Speech Accent Archive

George Mason University's Speech Accent Archive recorded people from around the world saying the following phrase:

Please call Stella. Ask her to bring these things with her from the store: Six spoons of fresh snow peas, five thick slabs of blue cheese, and maybe a snack for her brother Bob. We also need a small plastic snake and a big toy frog for the kids. She can scoop these things into three red bags, and we will go meet her Wednesday at the train station.

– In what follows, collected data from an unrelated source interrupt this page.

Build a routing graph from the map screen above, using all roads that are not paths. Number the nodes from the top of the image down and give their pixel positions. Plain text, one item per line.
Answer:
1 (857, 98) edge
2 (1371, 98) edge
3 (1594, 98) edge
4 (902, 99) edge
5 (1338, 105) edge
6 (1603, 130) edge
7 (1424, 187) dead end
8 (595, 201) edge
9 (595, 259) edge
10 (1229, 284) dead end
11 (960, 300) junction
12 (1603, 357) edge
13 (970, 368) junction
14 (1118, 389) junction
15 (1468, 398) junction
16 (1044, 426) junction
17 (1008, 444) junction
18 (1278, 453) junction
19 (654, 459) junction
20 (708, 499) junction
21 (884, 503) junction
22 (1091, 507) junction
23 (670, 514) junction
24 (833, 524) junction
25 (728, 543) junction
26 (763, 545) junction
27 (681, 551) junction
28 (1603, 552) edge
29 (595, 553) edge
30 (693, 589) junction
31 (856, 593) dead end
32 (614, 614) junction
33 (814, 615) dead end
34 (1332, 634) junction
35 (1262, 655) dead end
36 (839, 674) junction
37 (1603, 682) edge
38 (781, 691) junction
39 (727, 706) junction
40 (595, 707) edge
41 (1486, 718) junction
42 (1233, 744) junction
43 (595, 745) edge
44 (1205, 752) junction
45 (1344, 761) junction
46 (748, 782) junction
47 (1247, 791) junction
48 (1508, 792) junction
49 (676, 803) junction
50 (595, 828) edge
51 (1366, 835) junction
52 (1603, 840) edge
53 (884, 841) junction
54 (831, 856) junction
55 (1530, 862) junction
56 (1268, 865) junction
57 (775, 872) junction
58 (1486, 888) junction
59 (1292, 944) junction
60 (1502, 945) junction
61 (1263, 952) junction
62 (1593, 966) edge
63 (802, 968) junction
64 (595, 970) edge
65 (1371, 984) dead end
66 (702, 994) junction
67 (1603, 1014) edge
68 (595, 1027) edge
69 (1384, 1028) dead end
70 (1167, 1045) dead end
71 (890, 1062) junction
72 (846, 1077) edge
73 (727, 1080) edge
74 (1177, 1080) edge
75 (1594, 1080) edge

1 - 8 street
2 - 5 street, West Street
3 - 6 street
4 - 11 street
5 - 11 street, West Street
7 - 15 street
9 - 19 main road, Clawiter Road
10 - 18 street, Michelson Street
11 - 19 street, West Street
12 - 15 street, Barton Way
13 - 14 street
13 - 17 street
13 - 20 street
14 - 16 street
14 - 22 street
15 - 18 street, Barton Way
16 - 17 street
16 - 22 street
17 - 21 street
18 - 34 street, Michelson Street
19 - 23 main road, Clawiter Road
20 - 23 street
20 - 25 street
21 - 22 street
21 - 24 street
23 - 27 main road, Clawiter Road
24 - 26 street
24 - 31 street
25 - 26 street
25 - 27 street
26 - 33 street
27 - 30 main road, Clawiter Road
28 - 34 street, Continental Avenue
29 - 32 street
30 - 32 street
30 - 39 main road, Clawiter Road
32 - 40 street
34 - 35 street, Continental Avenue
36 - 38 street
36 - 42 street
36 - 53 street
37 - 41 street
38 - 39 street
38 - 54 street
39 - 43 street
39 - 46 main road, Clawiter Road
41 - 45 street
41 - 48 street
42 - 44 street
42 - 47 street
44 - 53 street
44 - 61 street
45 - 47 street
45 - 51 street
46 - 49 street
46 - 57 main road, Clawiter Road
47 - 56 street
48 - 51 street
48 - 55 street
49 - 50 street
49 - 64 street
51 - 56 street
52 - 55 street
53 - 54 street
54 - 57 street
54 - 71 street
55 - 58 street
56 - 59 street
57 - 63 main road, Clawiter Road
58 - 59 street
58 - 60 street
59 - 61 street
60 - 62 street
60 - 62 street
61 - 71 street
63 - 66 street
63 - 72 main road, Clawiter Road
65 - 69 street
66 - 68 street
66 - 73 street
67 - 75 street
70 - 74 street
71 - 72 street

There's a map you can click on to hear how people from various parts of the world sound saying these words. Even though many of the people are non-English speakers, I thought the Scots and Irish still managed to sound the strangest.
     Posted By: Alex - Mon Feb 09, 2009
     Category: Languages





Comments
Finally, the New Orleans accent is not as freaky as it is always made out to be when it appears on film. I hate movies that take place in New Orleans because the accent is never believable.
Posted by Madd Maxx on 02/09/09 at 07:25 AM
I don't think I do but I have been told that I do. Funny thing is I have been accused of being from either Jersey, New York, or New England but never New Orleans and never a southerner (New Orleans is not really southern even though it's smack dab in the middle of the south).
Posted by Madd Maxx on 02/09/09 at 08:19 AM
Maxx, everyone expects people from New Orleans to sound like Justin Williams (the Cajun Cook) so Hollywood blows it out of proportion. Like everything else Hollywood. And if you keep saying Jersey instead of New Jersey, people will think your from New York or Philly.

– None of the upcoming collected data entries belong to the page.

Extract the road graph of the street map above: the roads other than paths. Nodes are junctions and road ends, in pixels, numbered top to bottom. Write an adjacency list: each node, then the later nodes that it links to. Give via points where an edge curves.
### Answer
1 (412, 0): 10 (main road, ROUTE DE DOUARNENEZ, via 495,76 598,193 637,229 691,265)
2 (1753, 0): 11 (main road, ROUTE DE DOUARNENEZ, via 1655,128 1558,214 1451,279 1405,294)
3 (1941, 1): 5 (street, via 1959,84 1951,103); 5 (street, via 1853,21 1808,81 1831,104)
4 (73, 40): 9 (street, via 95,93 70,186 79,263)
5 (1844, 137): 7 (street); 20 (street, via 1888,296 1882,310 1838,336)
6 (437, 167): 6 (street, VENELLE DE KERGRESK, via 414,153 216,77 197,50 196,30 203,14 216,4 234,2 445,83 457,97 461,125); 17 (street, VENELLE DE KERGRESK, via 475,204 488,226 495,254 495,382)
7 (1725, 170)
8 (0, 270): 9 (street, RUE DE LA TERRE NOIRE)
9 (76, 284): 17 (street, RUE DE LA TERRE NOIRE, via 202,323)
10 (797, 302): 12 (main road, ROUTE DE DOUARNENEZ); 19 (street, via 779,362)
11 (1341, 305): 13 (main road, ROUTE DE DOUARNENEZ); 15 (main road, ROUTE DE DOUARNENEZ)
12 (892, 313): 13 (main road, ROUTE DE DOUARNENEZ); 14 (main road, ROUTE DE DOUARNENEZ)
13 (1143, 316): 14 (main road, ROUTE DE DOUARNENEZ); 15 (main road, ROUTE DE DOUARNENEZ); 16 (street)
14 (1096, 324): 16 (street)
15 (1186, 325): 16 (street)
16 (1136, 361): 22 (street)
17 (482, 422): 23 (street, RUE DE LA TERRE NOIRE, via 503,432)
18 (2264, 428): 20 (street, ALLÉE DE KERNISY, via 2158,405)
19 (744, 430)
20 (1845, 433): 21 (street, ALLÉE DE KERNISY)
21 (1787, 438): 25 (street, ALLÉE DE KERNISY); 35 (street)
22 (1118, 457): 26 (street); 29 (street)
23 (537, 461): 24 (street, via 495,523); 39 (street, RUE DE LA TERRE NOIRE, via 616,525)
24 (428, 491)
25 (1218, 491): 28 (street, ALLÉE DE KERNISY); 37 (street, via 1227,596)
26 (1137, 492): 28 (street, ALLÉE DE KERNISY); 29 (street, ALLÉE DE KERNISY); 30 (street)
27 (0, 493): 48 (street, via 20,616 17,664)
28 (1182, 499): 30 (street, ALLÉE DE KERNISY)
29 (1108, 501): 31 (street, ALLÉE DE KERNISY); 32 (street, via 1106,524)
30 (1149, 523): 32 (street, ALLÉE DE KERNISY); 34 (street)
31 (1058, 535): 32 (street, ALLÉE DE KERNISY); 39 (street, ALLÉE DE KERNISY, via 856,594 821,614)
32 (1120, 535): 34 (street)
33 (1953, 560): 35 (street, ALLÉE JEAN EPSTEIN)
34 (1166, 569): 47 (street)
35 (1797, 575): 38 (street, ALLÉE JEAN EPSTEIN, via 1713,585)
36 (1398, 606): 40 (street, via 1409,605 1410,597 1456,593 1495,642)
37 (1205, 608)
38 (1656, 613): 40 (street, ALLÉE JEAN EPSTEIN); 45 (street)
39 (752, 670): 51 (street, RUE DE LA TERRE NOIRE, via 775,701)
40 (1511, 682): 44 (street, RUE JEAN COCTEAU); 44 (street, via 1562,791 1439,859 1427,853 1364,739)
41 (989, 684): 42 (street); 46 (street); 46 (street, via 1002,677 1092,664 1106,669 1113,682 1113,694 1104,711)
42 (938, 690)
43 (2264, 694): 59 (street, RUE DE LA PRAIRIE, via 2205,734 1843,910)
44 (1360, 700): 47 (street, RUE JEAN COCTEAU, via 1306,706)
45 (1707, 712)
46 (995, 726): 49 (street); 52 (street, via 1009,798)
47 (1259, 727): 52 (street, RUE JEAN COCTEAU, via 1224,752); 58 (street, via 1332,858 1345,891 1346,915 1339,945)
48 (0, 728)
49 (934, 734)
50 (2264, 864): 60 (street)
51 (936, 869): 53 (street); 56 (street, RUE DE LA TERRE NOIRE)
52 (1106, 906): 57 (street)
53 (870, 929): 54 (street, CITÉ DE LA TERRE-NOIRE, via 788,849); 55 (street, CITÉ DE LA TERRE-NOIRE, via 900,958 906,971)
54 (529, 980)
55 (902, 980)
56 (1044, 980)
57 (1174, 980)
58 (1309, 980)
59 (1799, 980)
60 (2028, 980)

I wish I had a Scottish brogue. It sounds so rich and full of pride. Then again, everyone expects the Scots to sound like Sean Connery, and it's just not that way. They sound more like Chalies's father in So I Married an Axe Murderer ("Hayd! Pahnts! Neow!") If it were, there would be less stereotyped Latin lovers and far more Celtic lovers.

Oh well. :roll:
Posted by DownCrisis on 02/09/09 at 08:52 AM
I listened to the Greek and a few from UK. None of them represented the accents of the people. The wife has been teaching English as a Foreign Language for decades and the ones from Greece are WAY too clear. And if you ever run into a kilt wearin', claymore brandishin', piper from the highlands you'll understand what I'm talking about with the Scottish.
Posted by Expat47 in Athens, Greece on 02/09/09 at 09:50 AM
Hey Madd Maxx,
I know a couple of people from Louisiana, and they have a bit of a cajun accent, but they sound nothin' like I was led to believe by Zatarains commercials. And I thought Tennessee was in the middle of the South(geographically, anyways).
Posted by Matt in Florida on 02/09/09 at 09:52 AM
People from southern Louisiana do have a cajun accent. Northern Louisiana is more country than cajun. New Orleans is neither.
Posted by Madd Maxx on 02/09/09 at 12:14 PM
Nothin' is sexier than a Scottish or Irish accent, but I admit those sounded a bit weird. Maybe they were too self-conscious about being taped?